Someone facing this hardship may find themselves in any of the following scenarios:
- Showering without shampoo, conditioner, or soap
- Brushing their teeth without toothpaste, using a shared toothbrush, or using a very old toothbrush
- Cleaning clothes without laundry detergent
- Not changing a baby’s diaper more than once a day or removing the soiled contents to reuse a diaper
- Using makeshift feminine products that may not be clean or leak
- Using products such as dish soap as shampoo or body wash because it’s too expensive to buy each one
What is Hygiene Insecurity?
Unfortunately, hygiene poverty takes a toll on a person's mental and physical health. Without soap, people may get sick more often, which affects them physically. The mental aspect can affect youth and adults alike and have an even greater effect.
Mentally, those who can't afford essentials are usually depressed and withdraw socially. They tend to lack self-confidence and miss out on opportunities. They don’t feel they are good enough if they don’t look or smell like everyone else. This includes academics and other activities for children such as sports or clubs. Adults may miss out on a job or social opportunities.
Students may fear bullies will call out their dirty hair or clothes and try to skip school. They will try not to draw attention to themselves, so they may not ask for help in class or participate. This can cause them to have lower grades.

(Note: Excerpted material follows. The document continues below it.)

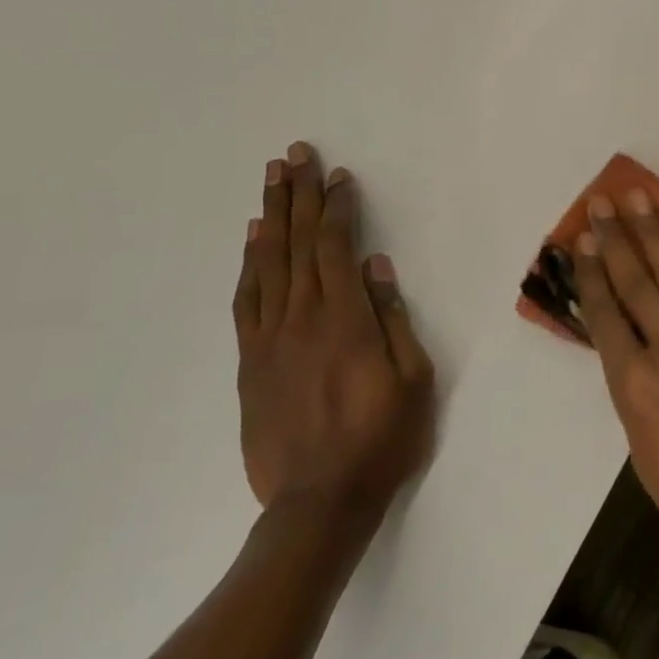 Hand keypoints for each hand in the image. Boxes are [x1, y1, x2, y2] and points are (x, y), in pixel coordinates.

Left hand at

This, however, perpetuates the cycle of being unable to obtain essential household goods. Without proper education, people are more likely to be passed up for jobs. Lack of socialization can also hurt a job candidate’s chances.
How to Reduce Hygiene Poverty
There are many government programs to fight hunger, homelessness, and healthcare. But none exist to help with hygiene.
A study on low-income families who got free diapers from a non-profit was done. The study saw an $11 economic gain for every $1 spent on diaper assistance. Parents could work without being absent because they could send diapers to daycare. It even allowed parents to complete training programs to help them get raises.
Similarly, regular access to hygiene products enables students to miss school less frequently. During the COVID-19 pandemic, Whirlpool donated washing machines to high-poverty schools. This allowed children to do laundry during the school day. Attendance rates skyrocketed among students who previously were chronically absent. This proves that children feel better about being in school when their clothes are clean. It also curbs the opportunity for bullying based on smell or appearance.
Hygiene barriers have increased greatly since the start of the COVID-19 pandemic. Even donors who previously gave supplies to non-profit organizations experienced economic hardship. This led to fewer donations. Companies are finally bouncing back from financial issues. They are slowly returning to pre-pandemic donation amounts.
Policymakers don't recognize hygiene poverty as a real problem in the United States. Therefore, things won't change. But the reality is, one in three low-income households struggle to afford supplies. These products aren't included in the Supplemental Nutrition Assistance Program (SNAP), formerly known as Food Stamps.
It’s time to take action and help low-income families afford hygiene products to keep them clean. Access to basic hygiene products will improve their confidence and end hygiene insecurity.
The Key to Ending Hygiene Poverty and Hygiene Insecurity
The problem is that once someone falls into hygiene poverty, it’s a challenge to break out of it. Without proper hygiene, it’s a struggle for adults to find employment to be able to afford these items. Lack of access to these products makes chronic illnesses worse.
Access to these products is the only solution to end hygiene poverty and insecurity. Making these basic products affordable for all is the goal that will end this “hidden crisis.” It will also improve the quality of life for low-income families and help them find their way out of poverty.